Scientific seminar of post-doc S. Cherukupalli «Design and synthesis of novel pyrrole analogues from imidazolines as anticancer agents»

Heterocycles hold a key point in organic and medicinal chemistry as they act as a bridge between life sciences and biochemical investigations. A significant amount of contemporary investigation is being currently pursued on these compounds worldwide. Aza-heterocycles are essential scaffolds for generating wide range of chemical libraries/drug-like candidates for their applications to obtain desired theapeutic/pharmacological activity. Among all the aza-heterocycles, pyrrole is one such essential drug-like nucleus bearing enormous biologically applicability. This moiety is known to possess diverse biological applications as antimetabolites in purine bio-chemical interactions, antischistosomal, antitrypanosomal and sedative, anxiolytic, benzodiazepine receptor ligands, HMG-CoA reductase inhibitors, KDR kinase inhibitors, COX-1, COX-2 selective inhibitors, HCV inhibitors, PET tumor imaging agents, serotonin 5-HT6 receptor antagonists, kinase inhibitors, HIV reverse transcriptase inhibitors, CCR1 antagonists, antimalarial and antifungal activities. 

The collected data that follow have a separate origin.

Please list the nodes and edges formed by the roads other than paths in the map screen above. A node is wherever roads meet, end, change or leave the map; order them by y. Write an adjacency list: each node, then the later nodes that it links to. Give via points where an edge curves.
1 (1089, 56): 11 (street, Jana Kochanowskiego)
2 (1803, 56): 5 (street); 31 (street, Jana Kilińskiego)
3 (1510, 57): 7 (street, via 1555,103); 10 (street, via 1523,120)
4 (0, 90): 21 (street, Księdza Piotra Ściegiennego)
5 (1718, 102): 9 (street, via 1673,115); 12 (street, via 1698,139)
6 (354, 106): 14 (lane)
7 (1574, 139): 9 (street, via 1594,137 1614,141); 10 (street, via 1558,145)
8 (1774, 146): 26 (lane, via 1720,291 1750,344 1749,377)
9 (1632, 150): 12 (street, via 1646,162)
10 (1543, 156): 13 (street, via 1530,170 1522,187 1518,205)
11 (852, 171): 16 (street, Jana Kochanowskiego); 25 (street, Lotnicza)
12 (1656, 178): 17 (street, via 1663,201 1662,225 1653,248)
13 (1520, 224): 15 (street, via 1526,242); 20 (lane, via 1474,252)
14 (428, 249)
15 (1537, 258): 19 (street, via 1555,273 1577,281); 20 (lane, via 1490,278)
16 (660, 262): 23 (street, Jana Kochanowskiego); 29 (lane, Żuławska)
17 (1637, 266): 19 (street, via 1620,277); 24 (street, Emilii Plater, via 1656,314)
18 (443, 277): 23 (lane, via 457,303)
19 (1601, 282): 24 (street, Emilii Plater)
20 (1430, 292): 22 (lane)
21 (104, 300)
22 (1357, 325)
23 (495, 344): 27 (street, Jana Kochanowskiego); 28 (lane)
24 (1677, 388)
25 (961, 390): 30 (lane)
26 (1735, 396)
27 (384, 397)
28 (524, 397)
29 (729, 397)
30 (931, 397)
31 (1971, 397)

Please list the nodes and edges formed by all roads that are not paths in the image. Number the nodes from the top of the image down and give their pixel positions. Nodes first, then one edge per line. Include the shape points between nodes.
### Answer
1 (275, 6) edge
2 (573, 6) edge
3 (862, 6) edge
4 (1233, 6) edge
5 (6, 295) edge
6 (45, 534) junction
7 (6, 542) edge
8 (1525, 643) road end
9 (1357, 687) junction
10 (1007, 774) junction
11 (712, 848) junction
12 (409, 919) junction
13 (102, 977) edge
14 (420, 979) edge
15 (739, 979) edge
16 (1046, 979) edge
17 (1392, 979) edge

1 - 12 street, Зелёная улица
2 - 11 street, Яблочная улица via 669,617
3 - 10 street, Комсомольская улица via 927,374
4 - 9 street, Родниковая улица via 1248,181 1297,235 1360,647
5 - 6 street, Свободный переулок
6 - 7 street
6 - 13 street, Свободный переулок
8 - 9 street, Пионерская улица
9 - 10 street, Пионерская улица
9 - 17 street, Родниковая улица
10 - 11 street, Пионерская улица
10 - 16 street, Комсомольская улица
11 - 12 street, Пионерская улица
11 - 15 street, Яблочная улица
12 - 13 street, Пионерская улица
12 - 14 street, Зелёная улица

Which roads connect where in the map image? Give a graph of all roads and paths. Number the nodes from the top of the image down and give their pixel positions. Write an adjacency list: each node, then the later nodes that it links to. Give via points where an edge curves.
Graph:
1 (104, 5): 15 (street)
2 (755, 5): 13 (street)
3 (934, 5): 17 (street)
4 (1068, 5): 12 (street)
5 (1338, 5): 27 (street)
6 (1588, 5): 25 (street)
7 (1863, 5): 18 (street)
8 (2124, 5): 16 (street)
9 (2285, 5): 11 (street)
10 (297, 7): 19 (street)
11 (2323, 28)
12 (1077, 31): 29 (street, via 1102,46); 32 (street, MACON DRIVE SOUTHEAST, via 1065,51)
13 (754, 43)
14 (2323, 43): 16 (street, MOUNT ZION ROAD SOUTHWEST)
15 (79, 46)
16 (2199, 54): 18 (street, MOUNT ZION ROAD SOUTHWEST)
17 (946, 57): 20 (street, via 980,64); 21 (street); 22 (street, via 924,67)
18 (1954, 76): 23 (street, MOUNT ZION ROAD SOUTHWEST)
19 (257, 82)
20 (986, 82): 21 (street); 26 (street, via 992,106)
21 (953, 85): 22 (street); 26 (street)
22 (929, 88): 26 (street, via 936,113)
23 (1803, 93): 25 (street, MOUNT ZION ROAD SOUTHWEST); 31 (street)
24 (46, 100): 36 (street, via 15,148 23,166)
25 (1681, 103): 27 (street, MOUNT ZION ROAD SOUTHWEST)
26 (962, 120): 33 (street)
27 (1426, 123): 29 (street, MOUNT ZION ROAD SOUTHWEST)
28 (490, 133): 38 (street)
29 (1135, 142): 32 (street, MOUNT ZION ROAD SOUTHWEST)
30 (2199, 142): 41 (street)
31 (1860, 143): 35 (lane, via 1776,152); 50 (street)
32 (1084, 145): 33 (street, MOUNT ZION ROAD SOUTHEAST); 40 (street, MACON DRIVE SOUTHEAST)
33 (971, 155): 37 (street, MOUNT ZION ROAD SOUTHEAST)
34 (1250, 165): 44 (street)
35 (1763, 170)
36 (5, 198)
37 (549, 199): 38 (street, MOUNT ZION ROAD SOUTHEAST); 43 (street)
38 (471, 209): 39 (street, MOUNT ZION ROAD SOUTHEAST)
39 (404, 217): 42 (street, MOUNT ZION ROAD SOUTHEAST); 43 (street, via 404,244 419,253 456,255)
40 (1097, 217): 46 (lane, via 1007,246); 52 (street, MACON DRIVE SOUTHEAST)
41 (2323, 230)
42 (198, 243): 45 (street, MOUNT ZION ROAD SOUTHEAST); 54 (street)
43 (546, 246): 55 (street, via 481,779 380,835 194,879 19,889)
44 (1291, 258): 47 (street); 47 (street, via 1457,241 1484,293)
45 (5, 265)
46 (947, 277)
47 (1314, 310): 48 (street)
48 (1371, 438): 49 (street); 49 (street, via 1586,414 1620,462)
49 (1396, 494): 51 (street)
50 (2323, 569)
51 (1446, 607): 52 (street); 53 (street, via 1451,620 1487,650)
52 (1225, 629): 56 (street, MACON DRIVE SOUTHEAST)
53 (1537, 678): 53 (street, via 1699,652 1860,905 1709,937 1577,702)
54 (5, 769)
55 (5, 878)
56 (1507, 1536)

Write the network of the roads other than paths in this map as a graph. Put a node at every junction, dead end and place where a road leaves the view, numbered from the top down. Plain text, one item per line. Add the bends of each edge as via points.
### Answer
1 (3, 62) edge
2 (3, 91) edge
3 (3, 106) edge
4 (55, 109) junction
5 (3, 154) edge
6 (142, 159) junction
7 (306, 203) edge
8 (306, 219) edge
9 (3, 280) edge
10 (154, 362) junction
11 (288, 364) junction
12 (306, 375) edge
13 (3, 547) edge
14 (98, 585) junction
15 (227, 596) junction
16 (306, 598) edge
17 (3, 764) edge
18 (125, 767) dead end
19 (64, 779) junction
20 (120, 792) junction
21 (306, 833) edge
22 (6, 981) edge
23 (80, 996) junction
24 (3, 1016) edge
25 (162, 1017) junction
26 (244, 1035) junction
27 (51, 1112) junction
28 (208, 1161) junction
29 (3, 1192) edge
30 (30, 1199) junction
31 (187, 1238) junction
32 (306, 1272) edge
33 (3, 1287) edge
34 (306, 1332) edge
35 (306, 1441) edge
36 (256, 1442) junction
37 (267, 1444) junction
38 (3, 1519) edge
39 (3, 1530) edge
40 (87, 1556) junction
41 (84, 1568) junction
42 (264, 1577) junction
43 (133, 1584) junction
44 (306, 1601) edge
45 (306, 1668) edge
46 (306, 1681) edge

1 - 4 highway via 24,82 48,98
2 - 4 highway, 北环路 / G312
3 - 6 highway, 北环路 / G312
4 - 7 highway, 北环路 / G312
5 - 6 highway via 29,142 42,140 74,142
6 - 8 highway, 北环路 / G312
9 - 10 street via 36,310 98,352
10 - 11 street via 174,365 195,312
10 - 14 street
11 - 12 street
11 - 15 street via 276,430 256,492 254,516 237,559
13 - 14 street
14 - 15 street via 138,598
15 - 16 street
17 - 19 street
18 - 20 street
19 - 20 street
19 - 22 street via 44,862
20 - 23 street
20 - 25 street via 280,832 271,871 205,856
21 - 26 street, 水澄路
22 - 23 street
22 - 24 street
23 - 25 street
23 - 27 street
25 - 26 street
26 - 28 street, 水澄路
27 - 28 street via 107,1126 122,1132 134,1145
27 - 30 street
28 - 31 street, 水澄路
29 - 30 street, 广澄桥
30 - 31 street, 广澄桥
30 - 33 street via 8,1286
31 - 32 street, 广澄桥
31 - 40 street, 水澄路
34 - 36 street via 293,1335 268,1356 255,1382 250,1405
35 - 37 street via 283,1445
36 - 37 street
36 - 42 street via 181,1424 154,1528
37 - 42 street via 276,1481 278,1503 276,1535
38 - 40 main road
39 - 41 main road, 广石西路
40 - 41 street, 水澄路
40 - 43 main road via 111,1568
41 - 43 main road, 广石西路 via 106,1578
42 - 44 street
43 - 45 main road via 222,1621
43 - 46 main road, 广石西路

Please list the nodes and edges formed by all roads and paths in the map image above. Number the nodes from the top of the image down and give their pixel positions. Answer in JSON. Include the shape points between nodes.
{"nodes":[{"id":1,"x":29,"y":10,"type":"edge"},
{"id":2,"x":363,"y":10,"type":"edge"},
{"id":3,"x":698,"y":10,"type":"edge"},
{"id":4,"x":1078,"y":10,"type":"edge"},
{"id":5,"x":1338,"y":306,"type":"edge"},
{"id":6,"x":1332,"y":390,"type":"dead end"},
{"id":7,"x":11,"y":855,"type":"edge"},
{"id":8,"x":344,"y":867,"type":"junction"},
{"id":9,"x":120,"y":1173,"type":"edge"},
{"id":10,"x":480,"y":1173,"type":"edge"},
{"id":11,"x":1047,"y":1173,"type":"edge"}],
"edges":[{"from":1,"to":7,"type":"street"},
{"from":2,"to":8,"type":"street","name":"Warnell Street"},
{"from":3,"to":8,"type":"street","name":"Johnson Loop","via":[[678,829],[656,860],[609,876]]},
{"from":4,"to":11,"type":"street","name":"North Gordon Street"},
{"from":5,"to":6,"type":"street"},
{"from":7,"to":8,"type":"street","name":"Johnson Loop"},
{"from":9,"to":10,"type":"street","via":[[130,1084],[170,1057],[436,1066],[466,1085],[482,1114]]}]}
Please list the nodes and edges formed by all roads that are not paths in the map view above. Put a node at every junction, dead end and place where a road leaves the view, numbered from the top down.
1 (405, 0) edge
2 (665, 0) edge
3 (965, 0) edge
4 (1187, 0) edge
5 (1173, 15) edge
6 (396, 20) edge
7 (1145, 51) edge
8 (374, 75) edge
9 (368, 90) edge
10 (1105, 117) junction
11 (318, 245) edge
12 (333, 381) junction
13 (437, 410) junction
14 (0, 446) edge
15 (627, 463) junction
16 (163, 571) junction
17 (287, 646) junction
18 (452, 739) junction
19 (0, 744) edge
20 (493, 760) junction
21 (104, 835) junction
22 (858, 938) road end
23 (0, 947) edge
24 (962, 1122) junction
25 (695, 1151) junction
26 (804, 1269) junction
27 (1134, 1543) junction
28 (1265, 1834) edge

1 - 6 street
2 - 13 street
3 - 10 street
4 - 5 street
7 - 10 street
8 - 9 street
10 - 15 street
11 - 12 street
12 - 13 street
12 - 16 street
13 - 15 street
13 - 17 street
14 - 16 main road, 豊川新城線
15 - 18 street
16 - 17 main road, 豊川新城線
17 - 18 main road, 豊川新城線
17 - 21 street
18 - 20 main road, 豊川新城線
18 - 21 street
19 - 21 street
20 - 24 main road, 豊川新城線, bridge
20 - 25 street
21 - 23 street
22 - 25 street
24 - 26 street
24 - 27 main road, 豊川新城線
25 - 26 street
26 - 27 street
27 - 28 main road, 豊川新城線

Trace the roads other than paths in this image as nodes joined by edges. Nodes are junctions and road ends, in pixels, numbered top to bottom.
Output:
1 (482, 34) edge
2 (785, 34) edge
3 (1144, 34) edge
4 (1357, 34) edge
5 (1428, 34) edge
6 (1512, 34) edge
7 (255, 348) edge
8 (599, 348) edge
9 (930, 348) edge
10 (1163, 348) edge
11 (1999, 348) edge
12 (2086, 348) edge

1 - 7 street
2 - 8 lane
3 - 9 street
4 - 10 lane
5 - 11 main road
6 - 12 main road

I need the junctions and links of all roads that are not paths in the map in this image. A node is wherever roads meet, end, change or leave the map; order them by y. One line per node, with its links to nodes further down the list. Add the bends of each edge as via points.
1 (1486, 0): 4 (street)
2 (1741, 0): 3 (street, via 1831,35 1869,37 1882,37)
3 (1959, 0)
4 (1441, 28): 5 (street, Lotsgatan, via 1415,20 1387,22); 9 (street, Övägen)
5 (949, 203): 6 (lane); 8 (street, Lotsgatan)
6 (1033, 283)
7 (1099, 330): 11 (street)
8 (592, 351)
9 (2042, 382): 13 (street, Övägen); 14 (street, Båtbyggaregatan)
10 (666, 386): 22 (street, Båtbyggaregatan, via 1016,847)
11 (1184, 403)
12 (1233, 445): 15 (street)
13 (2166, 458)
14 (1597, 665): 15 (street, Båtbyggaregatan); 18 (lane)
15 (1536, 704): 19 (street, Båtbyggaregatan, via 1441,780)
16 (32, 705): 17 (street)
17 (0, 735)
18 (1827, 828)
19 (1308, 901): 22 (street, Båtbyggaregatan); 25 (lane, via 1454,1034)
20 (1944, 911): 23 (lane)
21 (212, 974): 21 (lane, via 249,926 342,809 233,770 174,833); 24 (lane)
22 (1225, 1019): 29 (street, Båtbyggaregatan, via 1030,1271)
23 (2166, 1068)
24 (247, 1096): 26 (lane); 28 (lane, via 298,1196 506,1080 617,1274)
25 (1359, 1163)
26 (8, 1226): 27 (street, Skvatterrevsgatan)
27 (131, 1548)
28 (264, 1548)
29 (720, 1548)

Based on the above-mentioned facts and in continuation of our research work on synthesis of novel heterocyclic compounds (pyrrole), we envisage to develop new synthetic methodology for the synthesis of novel pyrrole analogues from imidazolines through 3,3-sigmatropic rearrangement. Further the synthesized compounds are evaluated for in vitro and in vivo anticancer studies.